A former faculty member at a Boston University think tank run by "antiracism" guru Ibram X. Kendi accused the university of "unemployment violence" this week after the center laid off staff members.
"This act of employment violence and trauma is not just about individual leaders. It's about the cultures and systems that allow it to occur," Phillipe Copeland, a social work professor who used to work under Kendi at his Center for Antiracist Research, said on Sunday in the first of a series of Facebook posts about the matter. "And too often rewards it. Antiracism is not a branding exercise, PR campaign or path to self-promotion. It is a life and death matter."
Kendi's center, founded in June 2020 at the height of the racial justice movement in the wake of George Floyd's death, fired between 15 and 20 employees, Semafor reported last week. The center had employed 45 people as of August.
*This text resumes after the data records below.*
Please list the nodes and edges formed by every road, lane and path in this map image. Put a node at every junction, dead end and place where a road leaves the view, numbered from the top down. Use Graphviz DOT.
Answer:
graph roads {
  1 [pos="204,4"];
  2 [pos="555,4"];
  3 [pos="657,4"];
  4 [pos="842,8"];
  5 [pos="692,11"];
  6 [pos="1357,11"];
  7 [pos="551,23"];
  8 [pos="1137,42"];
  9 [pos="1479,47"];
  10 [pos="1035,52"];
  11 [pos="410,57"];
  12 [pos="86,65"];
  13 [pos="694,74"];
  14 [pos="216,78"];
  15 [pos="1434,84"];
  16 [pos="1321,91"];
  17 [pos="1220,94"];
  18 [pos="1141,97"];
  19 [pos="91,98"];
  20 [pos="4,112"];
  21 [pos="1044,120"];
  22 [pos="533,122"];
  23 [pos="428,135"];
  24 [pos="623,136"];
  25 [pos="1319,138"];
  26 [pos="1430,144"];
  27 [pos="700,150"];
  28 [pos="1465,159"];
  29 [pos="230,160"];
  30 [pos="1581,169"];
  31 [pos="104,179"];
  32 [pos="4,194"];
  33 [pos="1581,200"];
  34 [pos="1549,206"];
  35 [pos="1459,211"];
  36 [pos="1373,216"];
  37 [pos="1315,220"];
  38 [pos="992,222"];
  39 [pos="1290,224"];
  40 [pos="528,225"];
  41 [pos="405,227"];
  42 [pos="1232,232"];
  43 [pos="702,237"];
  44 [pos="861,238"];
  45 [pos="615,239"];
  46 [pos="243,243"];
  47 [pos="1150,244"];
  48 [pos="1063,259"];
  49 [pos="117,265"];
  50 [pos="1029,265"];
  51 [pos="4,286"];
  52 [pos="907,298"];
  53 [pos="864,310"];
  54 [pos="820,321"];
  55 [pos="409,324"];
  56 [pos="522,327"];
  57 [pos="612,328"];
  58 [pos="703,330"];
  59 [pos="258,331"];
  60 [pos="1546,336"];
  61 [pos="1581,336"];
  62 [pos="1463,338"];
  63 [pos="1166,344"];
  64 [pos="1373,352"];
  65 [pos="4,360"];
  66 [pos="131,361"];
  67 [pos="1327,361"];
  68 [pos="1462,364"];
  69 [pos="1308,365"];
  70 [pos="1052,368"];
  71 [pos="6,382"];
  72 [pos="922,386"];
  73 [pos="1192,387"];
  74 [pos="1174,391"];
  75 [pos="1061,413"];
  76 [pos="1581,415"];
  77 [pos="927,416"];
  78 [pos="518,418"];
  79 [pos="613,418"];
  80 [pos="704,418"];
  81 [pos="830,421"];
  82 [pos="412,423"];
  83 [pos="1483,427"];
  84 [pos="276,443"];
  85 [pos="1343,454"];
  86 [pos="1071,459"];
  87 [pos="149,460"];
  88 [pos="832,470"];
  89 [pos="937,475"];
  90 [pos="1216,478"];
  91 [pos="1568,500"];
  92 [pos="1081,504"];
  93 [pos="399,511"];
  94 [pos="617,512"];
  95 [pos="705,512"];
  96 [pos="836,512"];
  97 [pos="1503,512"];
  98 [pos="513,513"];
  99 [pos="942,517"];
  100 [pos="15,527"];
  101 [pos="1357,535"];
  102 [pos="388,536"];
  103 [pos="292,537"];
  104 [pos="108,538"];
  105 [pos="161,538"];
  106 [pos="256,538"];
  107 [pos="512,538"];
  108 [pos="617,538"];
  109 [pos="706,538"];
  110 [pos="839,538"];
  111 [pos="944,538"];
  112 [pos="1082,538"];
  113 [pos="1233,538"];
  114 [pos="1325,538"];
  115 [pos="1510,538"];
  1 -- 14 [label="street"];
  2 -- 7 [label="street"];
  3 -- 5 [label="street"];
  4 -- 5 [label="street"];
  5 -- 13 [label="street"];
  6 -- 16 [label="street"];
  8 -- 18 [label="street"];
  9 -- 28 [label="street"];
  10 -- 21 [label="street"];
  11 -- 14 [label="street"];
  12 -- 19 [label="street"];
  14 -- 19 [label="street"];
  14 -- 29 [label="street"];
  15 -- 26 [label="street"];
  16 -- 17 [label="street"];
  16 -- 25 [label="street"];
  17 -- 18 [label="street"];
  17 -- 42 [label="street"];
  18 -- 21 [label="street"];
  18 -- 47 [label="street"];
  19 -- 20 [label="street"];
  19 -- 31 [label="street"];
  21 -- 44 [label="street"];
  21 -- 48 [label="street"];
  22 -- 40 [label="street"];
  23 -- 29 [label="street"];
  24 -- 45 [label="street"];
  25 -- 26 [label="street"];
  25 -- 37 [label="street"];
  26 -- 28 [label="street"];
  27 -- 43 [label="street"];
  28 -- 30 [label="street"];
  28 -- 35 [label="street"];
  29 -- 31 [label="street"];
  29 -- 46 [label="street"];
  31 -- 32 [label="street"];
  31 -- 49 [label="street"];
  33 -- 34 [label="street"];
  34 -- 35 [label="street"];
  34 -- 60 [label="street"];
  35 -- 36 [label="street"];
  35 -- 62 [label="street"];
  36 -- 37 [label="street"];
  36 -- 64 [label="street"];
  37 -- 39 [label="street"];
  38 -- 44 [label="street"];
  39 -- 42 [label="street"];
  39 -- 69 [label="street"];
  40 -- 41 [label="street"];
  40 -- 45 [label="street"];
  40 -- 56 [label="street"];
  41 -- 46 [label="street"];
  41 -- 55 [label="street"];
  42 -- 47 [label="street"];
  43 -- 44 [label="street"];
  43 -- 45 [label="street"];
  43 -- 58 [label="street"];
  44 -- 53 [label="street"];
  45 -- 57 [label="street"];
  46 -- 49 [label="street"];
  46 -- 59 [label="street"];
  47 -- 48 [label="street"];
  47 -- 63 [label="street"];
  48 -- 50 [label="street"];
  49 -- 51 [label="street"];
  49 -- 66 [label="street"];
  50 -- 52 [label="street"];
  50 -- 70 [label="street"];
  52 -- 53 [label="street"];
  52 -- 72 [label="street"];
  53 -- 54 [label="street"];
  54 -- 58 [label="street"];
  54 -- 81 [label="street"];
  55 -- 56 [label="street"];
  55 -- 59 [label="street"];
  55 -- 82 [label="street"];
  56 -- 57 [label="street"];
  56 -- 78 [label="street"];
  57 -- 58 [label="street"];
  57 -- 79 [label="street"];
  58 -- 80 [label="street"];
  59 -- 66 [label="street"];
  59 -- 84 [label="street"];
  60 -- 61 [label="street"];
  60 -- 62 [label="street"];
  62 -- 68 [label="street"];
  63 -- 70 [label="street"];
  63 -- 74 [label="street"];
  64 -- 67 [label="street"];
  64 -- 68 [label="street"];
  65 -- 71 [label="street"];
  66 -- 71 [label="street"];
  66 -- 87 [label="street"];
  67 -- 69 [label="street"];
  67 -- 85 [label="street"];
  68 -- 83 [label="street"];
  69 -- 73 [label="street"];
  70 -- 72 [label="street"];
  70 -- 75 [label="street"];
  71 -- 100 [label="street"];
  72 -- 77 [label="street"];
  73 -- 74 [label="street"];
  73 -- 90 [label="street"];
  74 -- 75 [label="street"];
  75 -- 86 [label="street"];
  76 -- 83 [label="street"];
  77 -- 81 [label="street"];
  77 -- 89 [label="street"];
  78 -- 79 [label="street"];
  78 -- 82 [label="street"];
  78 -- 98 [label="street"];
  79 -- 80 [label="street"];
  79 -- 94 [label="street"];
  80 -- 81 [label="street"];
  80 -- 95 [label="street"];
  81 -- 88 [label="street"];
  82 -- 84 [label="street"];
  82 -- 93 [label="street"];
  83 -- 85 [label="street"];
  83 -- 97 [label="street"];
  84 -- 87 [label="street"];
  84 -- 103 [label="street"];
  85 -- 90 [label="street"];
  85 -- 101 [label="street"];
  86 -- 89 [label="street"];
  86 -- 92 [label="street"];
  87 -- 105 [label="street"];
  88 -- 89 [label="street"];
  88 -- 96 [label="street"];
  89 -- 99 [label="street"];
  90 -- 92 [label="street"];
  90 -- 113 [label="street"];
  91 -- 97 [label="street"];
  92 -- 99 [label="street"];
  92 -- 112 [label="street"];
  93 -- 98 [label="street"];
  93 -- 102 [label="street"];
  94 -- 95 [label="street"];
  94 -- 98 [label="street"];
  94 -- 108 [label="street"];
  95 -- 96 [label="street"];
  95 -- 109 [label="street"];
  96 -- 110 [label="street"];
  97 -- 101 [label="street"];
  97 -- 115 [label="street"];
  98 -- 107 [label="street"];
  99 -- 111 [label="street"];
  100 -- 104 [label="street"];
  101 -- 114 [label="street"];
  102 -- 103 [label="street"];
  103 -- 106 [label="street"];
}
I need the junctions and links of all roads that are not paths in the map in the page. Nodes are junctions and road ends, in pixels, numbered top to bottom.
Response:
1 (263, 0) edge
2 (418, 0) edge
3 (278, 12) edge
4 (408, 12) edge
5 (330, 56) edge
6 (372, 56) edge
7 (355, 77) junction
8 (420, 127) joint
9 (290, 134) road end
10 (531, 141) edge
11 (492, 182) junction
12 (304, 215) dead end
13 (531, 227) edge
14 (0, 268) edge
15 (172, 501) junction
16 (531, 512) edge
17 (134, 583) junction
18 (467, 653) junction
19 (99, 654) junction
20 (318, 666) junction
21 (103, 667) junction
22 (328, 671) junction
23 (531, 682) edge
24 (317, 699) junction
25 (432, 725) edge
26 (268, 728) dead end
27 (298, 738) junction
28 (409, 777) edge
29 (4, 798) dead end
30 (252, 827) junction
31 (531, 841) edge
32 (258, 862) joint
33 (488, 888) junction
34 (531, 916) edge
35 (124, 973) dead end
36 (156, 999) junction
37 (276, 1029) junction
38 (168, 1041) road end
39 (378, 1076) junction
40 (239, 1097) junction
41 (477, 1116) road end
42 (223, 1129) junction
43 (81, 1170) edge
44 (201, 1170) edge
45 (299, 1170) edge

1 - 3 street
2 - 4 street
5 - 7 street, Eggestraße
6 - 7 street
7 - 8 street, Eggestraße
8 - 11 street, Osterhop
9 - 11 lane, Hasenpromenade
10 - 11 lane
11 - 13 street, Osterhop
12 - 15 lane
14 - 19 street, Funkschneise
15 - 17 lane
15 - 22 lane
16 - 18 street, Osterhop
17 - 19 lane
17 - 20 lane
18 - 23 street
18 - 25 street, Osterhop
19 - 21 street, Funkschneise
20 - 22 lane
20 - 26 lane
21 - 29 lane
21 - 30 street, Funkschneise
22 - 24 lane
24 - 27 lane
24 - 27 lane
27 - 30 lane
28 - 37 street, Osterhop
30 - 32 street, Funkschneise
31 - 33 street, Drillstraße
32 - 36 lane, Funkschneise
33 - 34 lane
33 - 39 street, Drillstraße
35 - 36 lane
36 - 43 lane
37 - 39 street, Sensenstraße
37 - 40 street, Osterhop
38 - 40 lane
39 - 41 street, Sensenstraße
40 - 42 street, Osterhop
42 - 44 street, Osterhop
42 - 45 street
Copeland complained on Monday that after he left the Center for Antiracist Research "due to the mismanagement [he] witnessed," the university told him he could no longer lead a fellowship he helped develop called "Designing Antiracism Curriculum."
Kendi, an African American studies professor, became a wealthy man for his "antiracism" work. In addition to his blockbuster books, Kendi received a $625,000 "genius" grant from the MacArthur Foundation in 2021 and charged $20,000 per speaking engagement.